> [Work required]: Where a picture appears, leave it out, and transcribe all the lines below exactly.

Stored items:
>>>
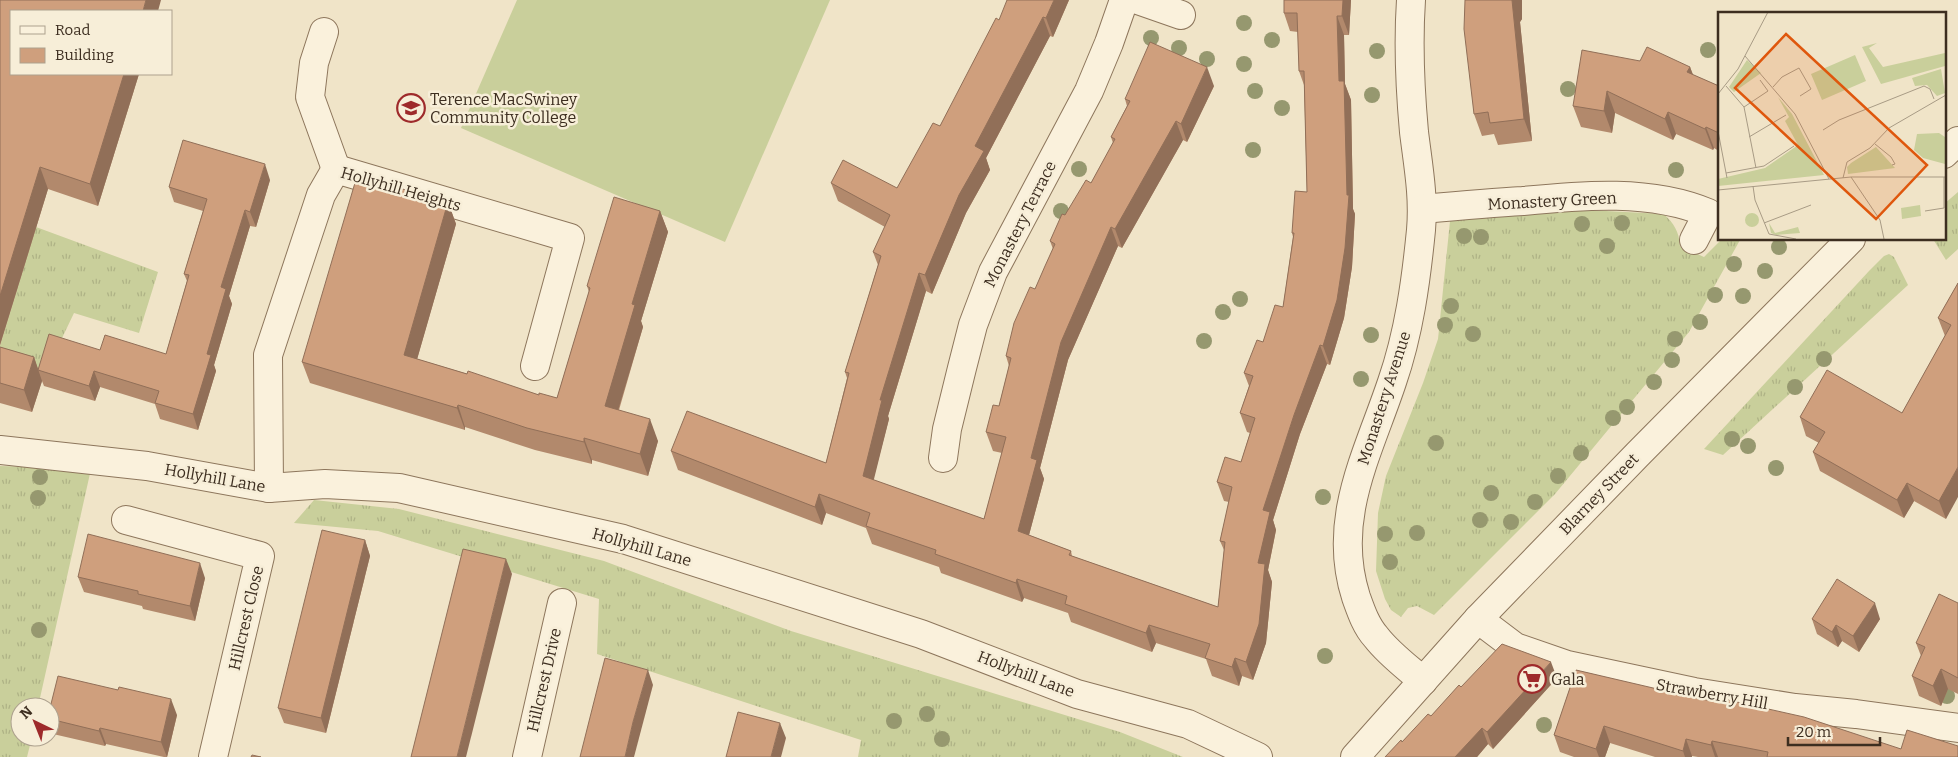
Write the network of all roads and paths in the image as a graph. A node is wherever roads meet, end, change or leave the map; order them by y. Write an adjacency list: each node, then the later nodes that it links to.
1 (1124, 0): 14 (street, Monastery Terrace)
2 (1138, 0): 4 (street)
3 (1410, 0): 9 (street, Monastery Avenue)
4 (1180, 16)
5 (324, 32): 8 (street)
6 (1958, 142): 7 (street)
7 (1946, 152)
8 (336, 169): 12 (street, Hollyhill Heights); 15 (street, Hollyhill Heights)
9 (1423, 209): 10 (street, Monastery Green); 19 (street, Monastery Avenue)
10 (1694, 240)
11 (1851, 240): 18 (street, Blarney Street)
12 (535, 366)
13 (0, 450): 15 (street, Hollyhill Lane)
14 (943, 458)
15 (269, 488): 23 (street, Hollyhill Lane)
16 (126, 520): 21 (street, Hillcrest Close)
17 (562, 603): 22 (street, Hillcrest Drive)
18 (1478, 619): 19 (street, Blarney Street); 20 (street, Strawberry Hill)
19 (1423, 681): 24 (street, Blarney Street)
20 (1958, 728)
21 (213, 757)
22 (527, 757)
23 (1258, 757)
24 (1355, 757)

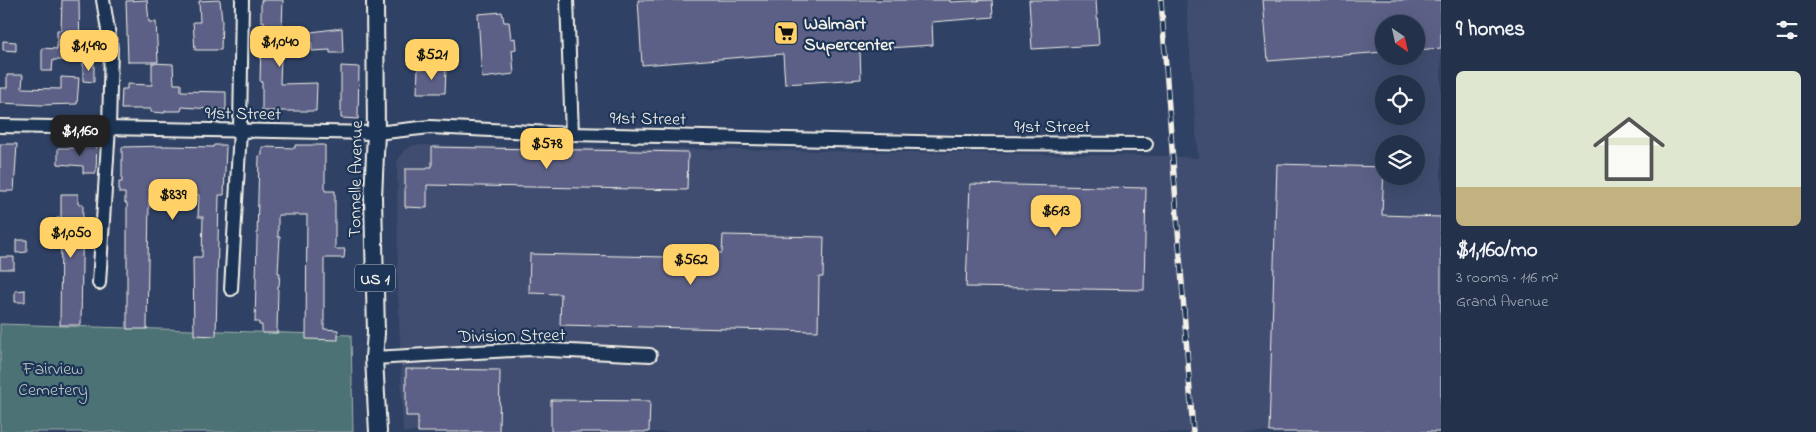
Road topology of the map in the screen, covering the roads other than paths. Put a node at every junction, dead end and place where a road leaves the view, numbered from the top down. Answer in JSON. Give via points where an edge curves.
{"nodes":[{"id":1,"x":103,"y":0,"type":"edge"},
{"id":2,"x":242,"y":0,"type":"edge"},
{"id":3,"x":375,"y":0,"type":"edge"},
{"id":4,"x":567,"y":0,"type":"edge"},
{"id":5,"x":0,"y":126,"type":"edge"},
{"id":6,"x":109,"y":127,"type":"junction"},
{"id":7,"x":240,"y":131,"type":"junction"},
{"id":8,"x":376,"y":133,"type":"junction"},
{"id":9,"x":572,"y":134,"type":"junction"},
{"id":10,"x":1146,"y":144,"type":"dead end"},
{"id":11,"x":99,"y":284,"type":"dead end"},
{"id":12,"x":231,"y":289,"type":"dead end"},
{"id":13,"x":650,"y":355,"type":"dead end"},
{"id":14,"x":374,"y":358,"type":"junction"},
{"id":15,"x":378,"y":432,"type":"edge"}],
"edges":[{"from":1,"to":6,"type":"street","via":[[111,48]]},
{"from":2,"to":7,"type":"street"},
{"from":3,"to":8,"type":"main road","name":"Tonnelle Avenue","number":"US 1"},
{"from":4,"to":9,"type":"street"},
{"from":5,"to":6,"type":"street","name":"91st Street"},
{"from":6,"to":7,"type":"street","name":"91st Street"},
{"from":6,"to":11,"type":"street"},
{"from":7,"to":8,"type":"street","name":"91st Street"},
{"from":7,"to":12,"type":"street"},
{"from":8,"to":9,"type":"street","name":"91st Street","via":[[430,127]]},
{"from":8,"to":14,"type":"main road","name":"Tonnelle Avenue","number":"US 1"},
{"from":9,"to":10,"type":"street","name":"91st Street"},
{"from":13,"to":14,"type":"street","name":"Division Street","via":[[530,349]]},
{"from":14,"to":15,"type":"main road","number":"US 1"}]}
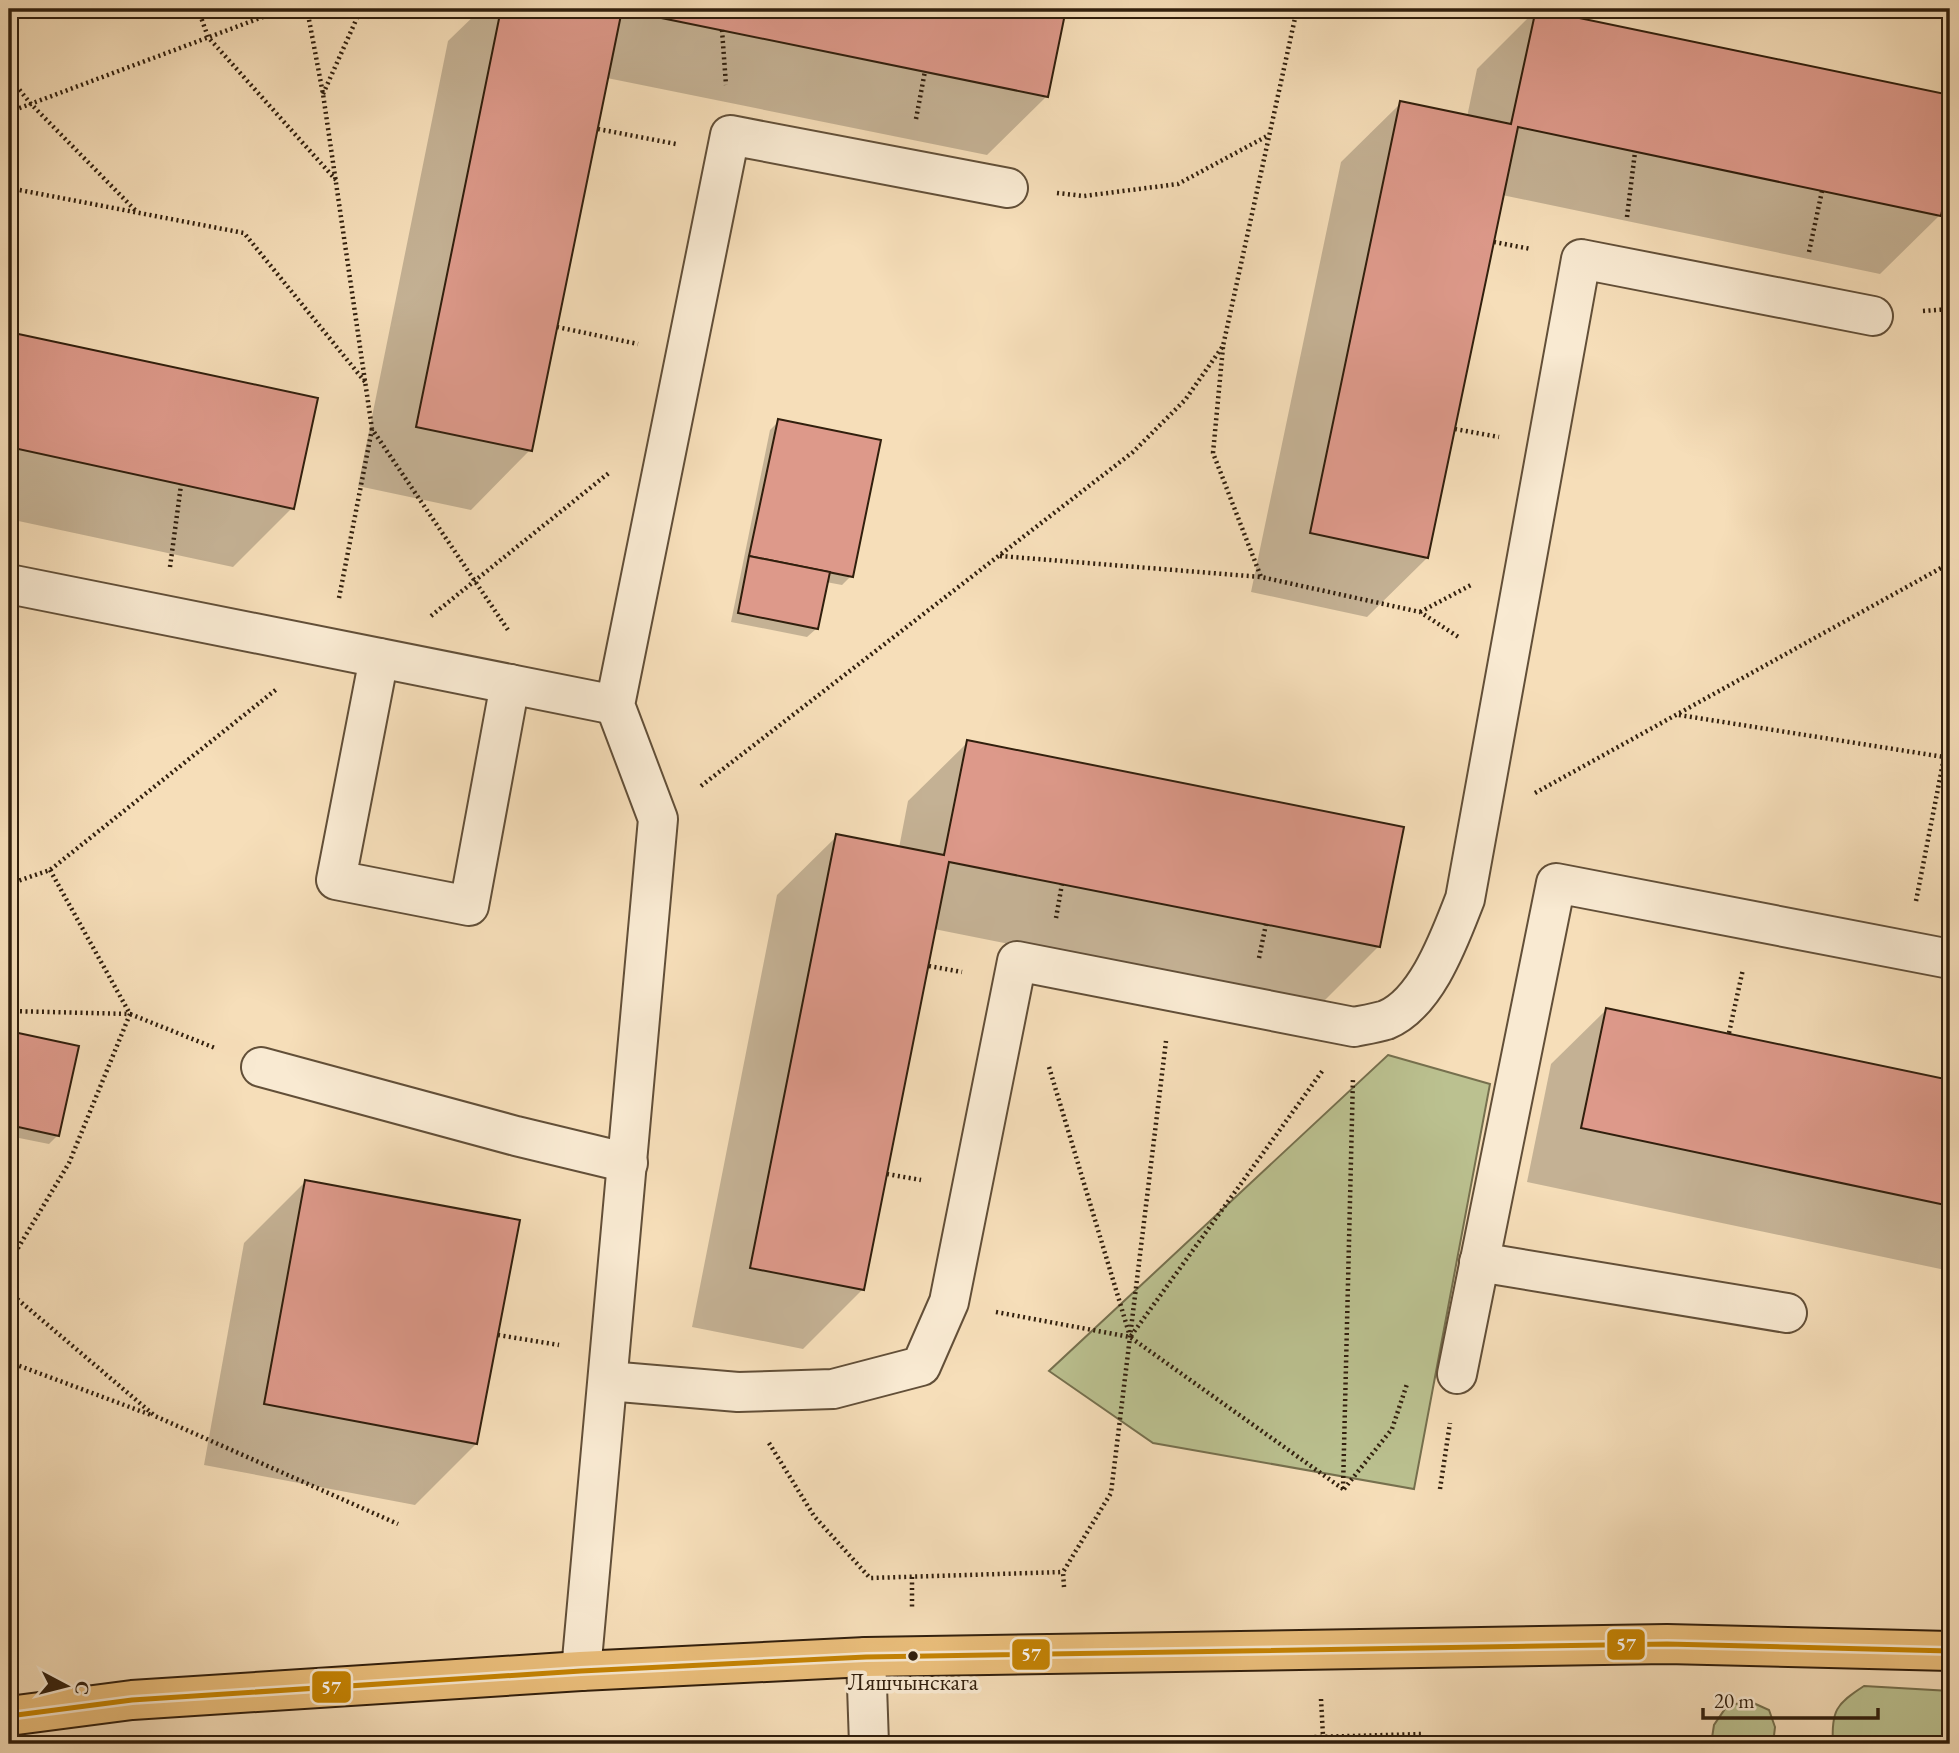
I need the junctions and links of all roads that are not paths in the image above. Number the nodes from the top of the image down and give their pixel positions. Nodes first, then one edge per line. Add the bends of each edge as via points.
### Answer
1 (1007, 188) road end
2 (1873, 316) dead end
3 (9, 584) edge
4 (379, 658) junction
5 (510, 684) junction
6 (615, 705) junction
7 (1950, 958) edge
8 (261, 1067) road end
9 (628, 1163) junction
10 (1479, 1262) junction
11 (1787, 1313) dead end
12 (609, 1367) junction
13 (1457, 1374) road end
14 (1950, 1651) edge
15 (866, 1657) junction
16 (581, 1671) junction
17 (9, 1716) edge
18 (869, 1744) edge

1 - 6 lane via 730,135
2 - 12 lane via 1581,259 1465,900 1443,954 1412,1000 1387,1019 1354,1027 1017,961 949,1303 921,1366 833,1389 738,1392
3 - 4 lane
4 - 5 lane
4 - 5 lane via 336,880 469,906
5 - 6 lane
6 - 9 lane via 658,819
7 - 10 lane via 1556,883
8 - 9 lane
9 - 12 lane
10 - 11 lane
10 - 13 lane
12 - 16 lane
14 - 15 main road via 1667,1644
15 - 16 main road
15 - 18 lane
16 - 17 main road via 132,1700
<<<
> [Task output]:
Write the network of all roads and paths in the image as a graph. A node is wherever roads meet, end, change or leave the map; order them by y. Write an adjacency list: each node, then the later nodes that it links to.
1 (1124, 0): 14 (street, Monastery Terrace)
2 (1138, 0): 4 (street)
3 (1410, 0): 9 (street, Monastery Avenue)
4 (1180, 16)
5 (324, 32): 8 (street)
6 (1958, 142): 7 (street)
7 (1946, 152)
8 (336, 169): 12 (street, Hollyhill Heights); 15 (street, Hollyhill Heights)
9 (1423, 209): 10 (street, Monastery Green); 19 (street, Monastery Avenue)
10 (1694, 240)
11 (1851, 240): 18 (street, Blarney Street)
12 (535, 366)
13 (0, 450): 15 (street, Hollyhill Lane)
14 (943, 458)
15 (269, 488): 23 (street, Hollyhill Lane)
16 (126, 520): 21 (street, Hillcrest Close)
17 (562, 603): 22 (street, Hillcrest Drive)
18 (1478, 619): 19 (street, Blarney Street); 20 (street, Strawberry Hill)
19 (1423, 681): 24 (street, Blarney Street)
20 (1958, 728)
21 (213, 757)
22 (527, 757)
23 (1258, 757)
24 (1355, 757)

Road topology of the map in the screen, covering the roads other than paths. Put a node at every junction, dead end and place where a road leaves the view, numbered from the top down. Answer in JSON. Give via points where an edge curves.
{"nodes":[{"id":1,"x":103,"y":0,"type":"edge"},
{"id":2,"x":242,"y":0,"type":"edge"},
{"id":3,"x":375,"y":0,"type":"edge"},
{"id":4,"x":567,"y":0,"type":"edge"},
{"id":5,"x":0,"y":126,"type":"edge"},
{"id":6,"x":109,"y":127,"type":"junction"},
{"id":7,"x":240,"y":131,"type":"junction"},
{"id":8,"x":376,"y":133,"type":"junction"},
{"id":9,"x":572,"y":134,"type":"junction"},
{"id":10,"x":1146,"y":144,"type":"dead end"},
{"id":11,"x":99,"y":284,"type":"dead end"},
{"id":12,"x":231,"y":289,"type":"dead end"},
{"id":13,"x":650,"y":355,"type":"dead end"},
{"id":14,"x":374,"y":358,"type":"junction"},
{"id":15,"x":378,"y":432,"type":"edge"}],
"edges":[{"from":1,"to":6,"type":"street","via":[[111,48]]},
{"from":2,"to":7,"type":"street"},
{"from":3,"to":8,"type":"main road","name":"Tonnelle Avenue","number":"US 1"},
{"from":4,"to":9,"type":"street"},
{"from":5,"to":6,"type":"street","name":"91st Street"},
{"from":6,"to":7,"type":"street","name":"91st Street"},
{"from":6,"to":11,"type":"street"},
{"from":7,"to":8,"type":"street","name":"91st Street"},
{"from":7,"to":12,"type":"street"},
{"from":8,"to":9,"type":"street","name":"91st Street","via":[[430,127]]},
{"from":8,"to":14,"type":"main road","name":"Tonnelle Avenue","number":"US 1"},
{"from":9,"to":10,"type":"street","name":"91st Street"},
{"from":13,"to":14,"type":"street","name":"Division Street","via":[[530,349]]},
{"from":14,"to":15,"type":"main road","number":"US 1"}]}
I need the junctions and links of all roads that are not paths in the image above. Number the nodes from the top of the image down and give their pixel positions. Nodes first, then one edge per line. Add the bends of each edge as via points.
### Answer
1 (1007, 188) road end
2 (1873, 316) dead end
3 (9, 584) edge
4 (379, 658) junction
5 (510, 684) junction
6 (615, 705) junction
7 (1950, 958) edge
8 (261, 1067) road end
9 (628, 1163) junction
10 (1479, 1262) junction
11 (1787, 1313) dead end
12 (609, 1367) junction
13 (1457, 1374) road end
14 (1950, 1651) edge
15 (866, 1657) junction
16 (581, 1671) junction
17 (9, 1716) edge
18 (869, 1744) edge

1 - 6 lane via 730,135
2 - 12 lane via 1581,259 1465,900 1443,954 1412,1000 1387,1019 1354,1027 1017,961 949,1303 921,1366 833,1389 738,1392
3 - 4 lane
4 - 5 lane
4 - 5 lane via 336,880 469,906
5 - 6 lane
6 - 9 lane via 658,819
7 - 10 lane via 1556,883
8 - 9 lane
9 - 12 lane
10 - 11 lane
10 - 13 lane
12 - 16 lane
14 - 15 main road via 1667,1644
15 - 16 main road
15 - 18 lane
16 - 17 main road via 132,1700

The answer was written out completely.